To understand why, let’s look at the long term returns. Over the past 40 years, the average annual return since inception of the Barclays long term corporate bond index was 8.88%.  Not too shabby. But wait- what was the return over the same period of the long-term treasury index? You guessed it, almost exactly the same, it clocked in at 8.78%. And of course you can buy and hold treasuries directly at no cost. Whereas even the ultra-low cost Vanguard ETF charges 12 bps annually- so after costs the corporate bonds lagged by 2bps.

So basically, over this long 40 year period investors received no compensation for bearing all the extra risks of corporate bonds, credit risk, liquidity risk, etc.

So why is investing in long-term corporate bonds a mug’s game? Who knows? My own view is that it may have something to do with the limited life-span of corporations. See this link for example … al2012.pdf

The chart shows that the average lifespan of a company in the S&P 500 index has declined from around 30 years in the mid ’70s to less than 15 years today. It’s a volatile uncertain world out there and getting more so.

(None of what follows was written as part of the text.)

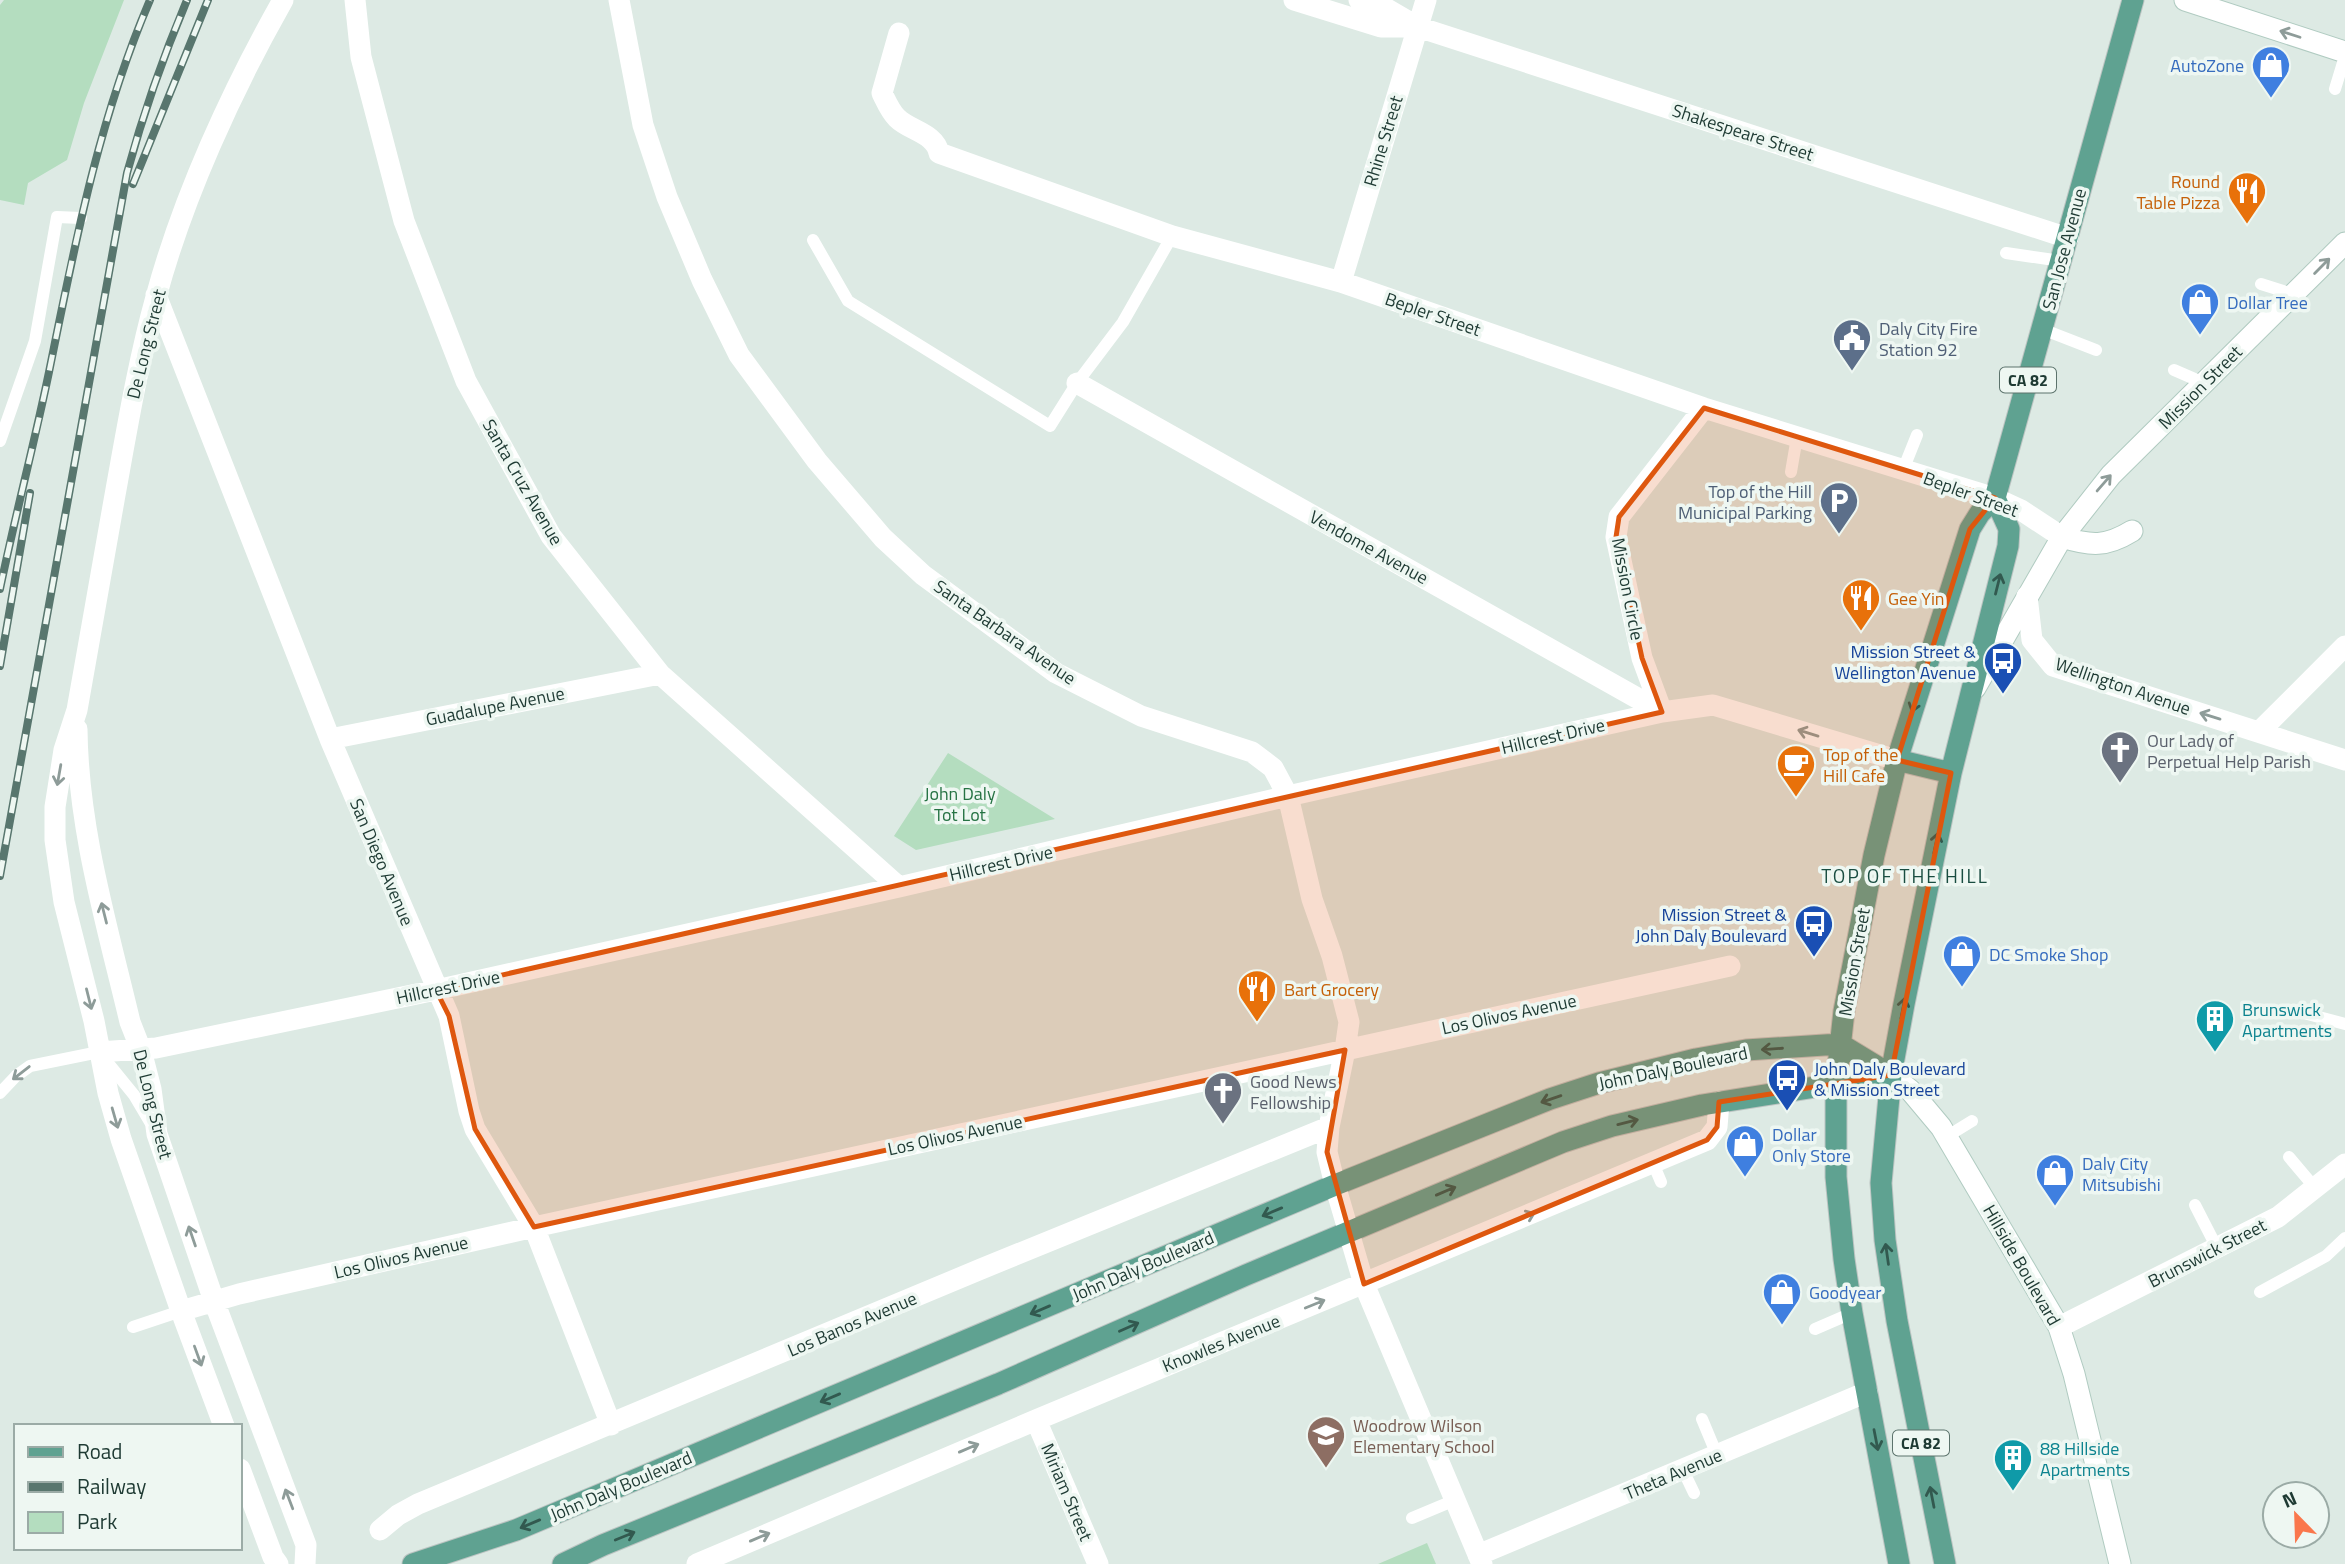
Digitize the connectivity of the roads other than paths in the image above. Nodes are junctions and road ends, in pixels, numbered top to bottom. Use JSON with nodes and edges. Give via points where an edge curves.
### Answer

But wait, you say, doesn’t the same argument apply to equity index investing? The difference I think is a fundamental one between stock and bond investing. With stocks you have unlimited upside. So if a few companies fail, that can be more than compensated for by the companies whose value skyrockets like Google, and well, I guess Apple! But on the bond side, your upside is capped. When you are only getting a measly 1% per year over treasuries it only takes one Enron to ruin the return for your whole bond portfolio.

So skip long-term corporate bonds! Take your risk on the equity side!

We don’t own any corporate bonds other than the small amount that is in the Vanguard total bond market fund. And these are certainly not long-term bonds.

As an interesting aside, John Bogle has been espousing the need to hold more corporate bonds. Here is a new interview with John Bogle by Olly Ludwig of It is titled, “Bogle: Tilt To Corporates For More Yield.” This is the introduction:

John Bogle, Vanguard’s founder who built a second career as an author and the conscience of American capitalism, is still vigorous and relevant at the age of 84. As always, Bogle counsels investors to keep their focus on the long term, and to try to look past the near-term distractions in markets.

Total returns will always be the sum of earnings growth and dividend yield, plus whatever yield the bond market is serving up. Regarding the paltry bond yields that still prevail since markets crashed five years ago, Bogle reckons investors would be wise to work around the overweight in government debt that now characterizes the Total Bond Market Index.

He stressed that even ardent indexers like himself should always be focused on improving indexes, and he does that in the bond market by taking on a bit of extra risk and yields by including corporate debt in his retirement account and tax-free municipal debt in his non-retirement account.

Personally, I agree with Grok on this one. Corporate bonds are just so much more risky than treasuries. Their returns have historically been the same, why take on extra risk for no additional reward? And yes, I realize that corporate bonds have been paying a higher yield in the current low-interest environment, but how long will this continue?

2 thoughts on “Grok’s Tip #14: Avoid long-term corporate bonds

  1. Our Simpleton’s portfolio calls for 25% short term, high quality US bonds…which pay less than my savings account these days. It’s a bit aggravating, but that’s the point of this part of our portfolio. It’s the safe part. Though I have to wonder if I’d be better off just holding cash these days…

    1. Hi Done by Forty. You and I and everyone else are wondering about bonds. My trouble with changing from bonds to cash (using CDs or some such) is that all of our bonds are in tax sheltered accounts, and CDs would be in taxable accounts. If I were to shift things about in a substantial way, I’d be selling a lot of equities in our taxable account, for which we’d have to pay a lot of capital gains. I’d prefer not to do that when we could pay zero taxes on capital gains after we retire (and are hopefully in the 15% income tax bracket). Nothing is easy.

      Thanks for stopping by and commenting.